Never Let Me Go is set in an alternative England of the 1990s where human clones are raised solely to provide their vital organs for humans. The narrator, Kathy H., is one of the clones. At the time of the narrative, she is working as a “carer” and is soon to become a “donor.” In true Ishiguro fashion, it dawns only gradually on the reader what precisely that means. Only by connecting the fragments of Kathy’s memory do we recognise the bleak truth of her reality.

In his Nobel Lecture 2017, Ishiguro said that for him, the essential thing about stories is that they “communicate feelings,” that they connect humans beyond all bounds. Never Let Me Go is a beautiful example for that. You’re immediately drawn into Kathy’s world and feel with her. Her friendship with Tommy and Ruth, which forms the centre of the narrative, is both heartwarming and heartbreaking. Their love, sorrows and pain are ours. And that’s precisely Ishiguro’s point: As much as society tries to dehumanize Kathy and her friends, they can’t hide their humanity. And so we‘re asked to confront a fundamental question: What does it really mean to be human?

“But in the end stories are about one person saying to another: This is the way it feels to me. Can you understand what I’m saying? Does it also feel this way to you?”

Kazuo Ishiguro in his Nobel Lecture

Ishiguro’s unique writing style shines through on every page. If you’re familiar with some of his other works, you probably know that Ishiguro is a master at telling-not-telling. He’s dropping little hints throughout his stories, but he’s never quite spelling them out so in the end we’re left to do much of the imagining ourselves.

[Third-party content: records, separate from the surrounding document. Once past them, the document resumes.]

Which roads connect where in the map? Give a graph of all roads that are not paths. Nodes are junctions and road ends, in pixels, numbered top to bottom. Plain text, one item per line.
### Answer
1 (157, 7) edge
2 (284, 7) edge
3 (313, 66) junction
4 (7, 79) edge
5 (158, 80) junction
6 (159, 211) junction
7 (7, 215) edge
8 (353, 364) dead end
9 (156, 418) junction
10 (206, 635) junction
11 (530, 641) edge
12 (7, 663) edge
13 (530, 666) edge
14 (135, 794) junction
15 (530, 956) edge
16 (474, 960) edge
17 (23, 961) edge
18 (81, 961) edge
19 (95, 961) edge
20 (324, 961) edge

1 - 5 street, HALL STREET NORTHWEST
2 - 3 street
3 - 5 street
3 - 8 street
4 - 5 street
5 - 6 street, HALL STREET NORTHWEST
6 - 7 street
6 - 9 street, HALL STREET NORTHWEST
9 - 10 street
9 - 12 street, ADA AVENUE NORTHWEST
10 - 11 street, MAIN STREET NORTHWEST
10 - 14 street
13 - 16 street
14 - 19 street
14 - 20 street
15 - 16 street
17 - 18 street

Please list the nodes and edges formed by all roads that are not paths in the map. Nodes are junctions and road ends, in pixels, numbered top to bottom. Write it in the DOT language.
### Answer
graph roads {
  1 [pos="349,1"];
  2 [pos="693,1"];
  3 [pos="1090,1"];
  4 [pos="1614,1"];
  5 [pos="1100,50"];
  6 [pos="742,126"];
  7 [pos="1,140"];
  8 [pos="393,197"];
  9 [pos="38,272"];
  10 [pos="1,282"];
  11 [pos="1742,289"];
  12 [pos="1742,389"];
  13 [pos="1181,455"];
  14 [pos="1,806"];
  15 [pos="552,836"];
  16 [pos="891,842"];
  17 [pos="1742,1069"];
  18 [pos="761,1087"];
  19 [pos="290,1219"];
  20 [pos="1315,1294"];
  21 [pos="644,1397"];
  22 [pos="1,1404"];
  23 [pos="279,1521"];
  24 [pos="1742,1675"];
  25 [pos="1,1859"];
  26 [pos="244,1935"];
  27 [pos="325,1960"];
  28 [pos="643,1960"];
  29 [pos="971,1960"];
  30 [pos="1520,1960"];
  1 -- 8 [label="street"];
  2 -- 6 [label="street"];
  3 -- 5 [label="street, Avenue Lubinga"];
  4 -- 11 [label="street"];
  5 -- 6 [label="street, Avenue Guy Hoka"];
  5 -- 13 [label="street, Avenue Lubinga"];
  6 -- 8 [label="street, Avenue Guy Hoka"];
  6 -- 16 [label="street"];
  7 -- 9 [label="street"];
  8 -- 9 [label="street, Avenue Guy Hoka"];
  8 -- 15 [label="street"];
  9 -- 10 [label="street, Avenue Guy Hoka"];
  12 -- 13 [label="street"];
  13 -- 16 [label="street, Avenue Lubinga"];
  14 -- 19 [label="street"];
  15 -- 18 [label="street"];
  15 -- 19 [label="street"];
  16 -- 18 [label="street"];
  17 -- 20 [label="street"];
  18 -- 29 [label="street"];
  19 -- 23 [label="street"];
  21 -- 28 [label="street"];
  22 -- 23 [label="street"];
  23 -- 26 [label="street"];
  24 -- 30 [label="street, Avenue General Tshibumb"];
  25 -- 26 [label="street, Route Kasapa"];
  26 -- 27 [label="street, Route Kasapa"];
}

It’s like he’s giving us little puzzle pieces that we’ve to connect to get the full picture. In the end, we roughly know what pieces go together, but there are still a lot of gaps that we have to fill in ourselves.

There’s an air of mystery surrounding the characters right from the beginning, a sense that there is something not quite right with them, but you can’t point your finger at what it is. And so you keep turning the pages because you want to know what it is. I think it’s best to go into this novel with as little knowledge as possible so I stop here before I give too much away.

Exploring what it truly means to be human, Never Let Me Go is both enlightening and deeply heartbreaking. It isn’t a light read but an important one all the same. Besides Klara and the Sun it’s definitely my favourite Ishiguro.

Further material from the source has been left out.